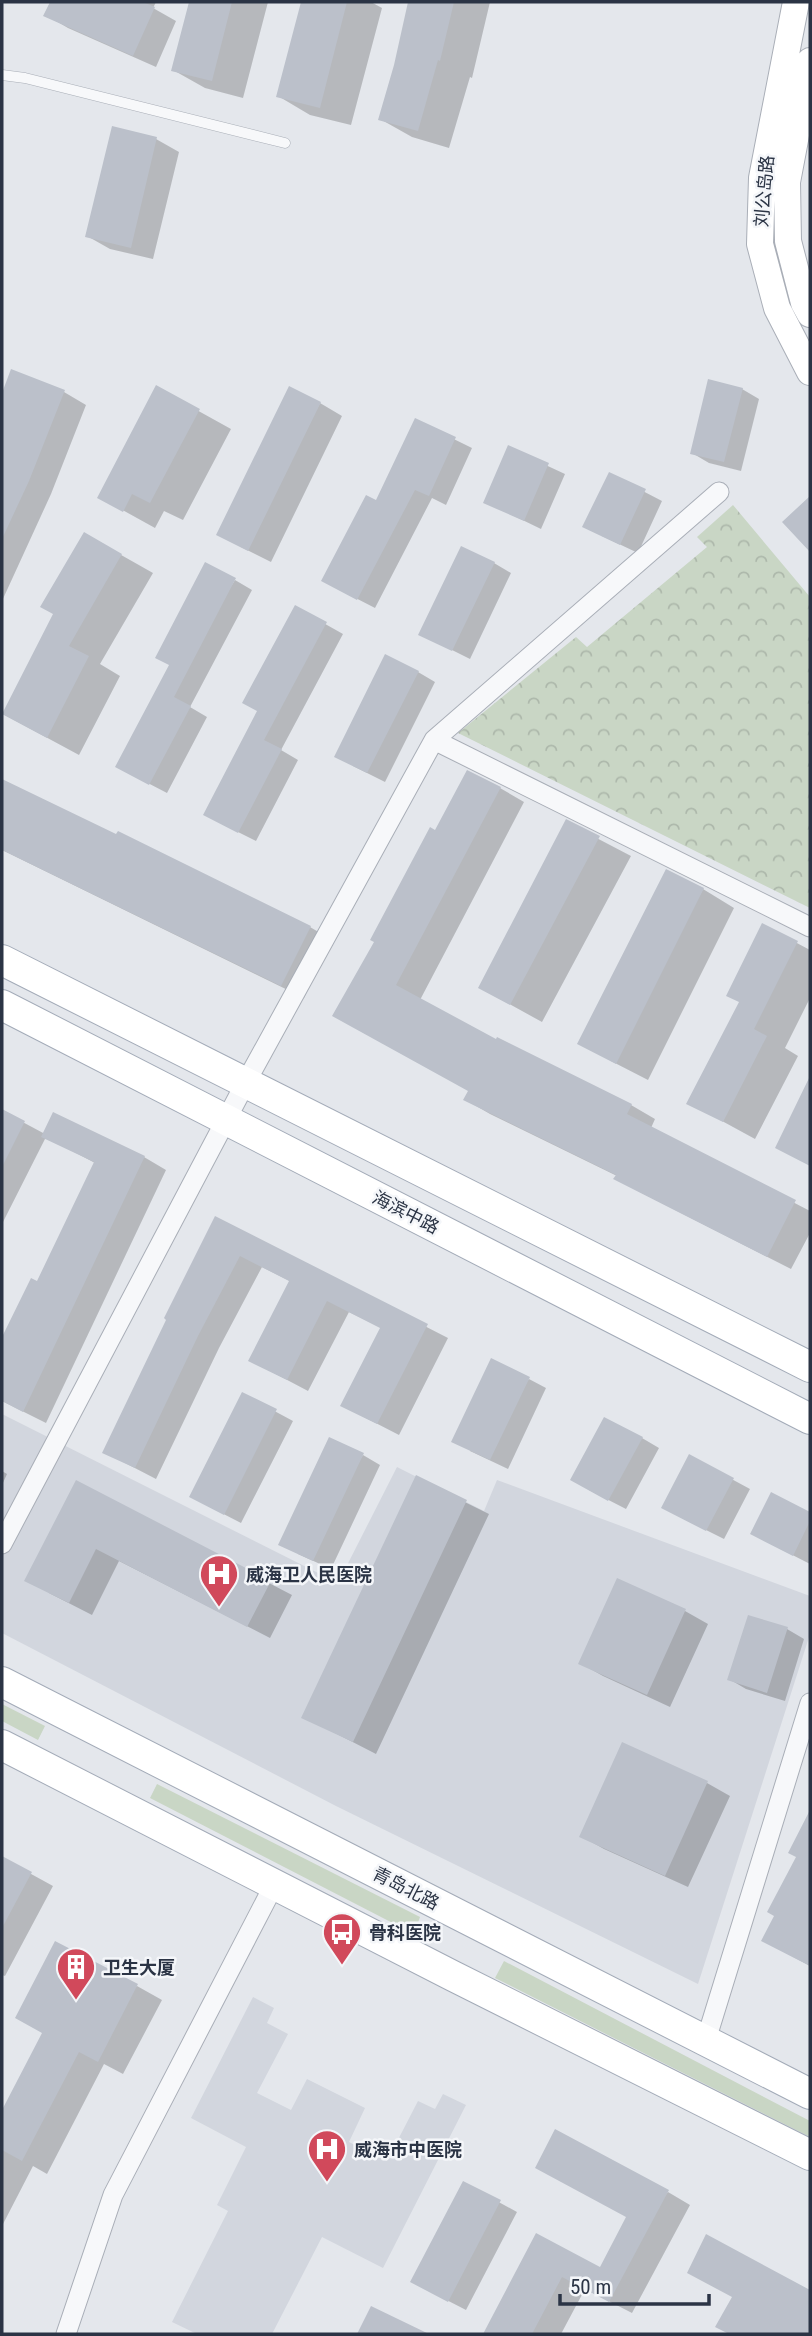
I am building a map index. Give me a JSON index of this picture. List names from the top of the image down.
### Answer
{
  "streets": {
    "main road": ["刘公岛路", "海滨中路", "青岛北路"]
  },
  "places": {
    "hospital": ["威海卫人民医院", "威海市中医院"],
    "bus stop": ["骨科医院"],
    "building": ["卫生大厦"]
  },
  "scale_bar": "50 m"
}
- - - - - - -
Copy every record exactly, without the pictures.

I am building a map index. Give me a JSON index of this picture. List names from the top of the image down.
### Answer
{
  "streets": {
    "main road": ["刘公岛路", "海滨中路", "青岛北路"]
  },
  "places": {
    "hospital": ["威海卫人民医院", "威海市中医院"],
    "bus stop": ["骨科医院"],
    "building": ["卫生大厦"]
  },
  "scale_bar": "50 m"
}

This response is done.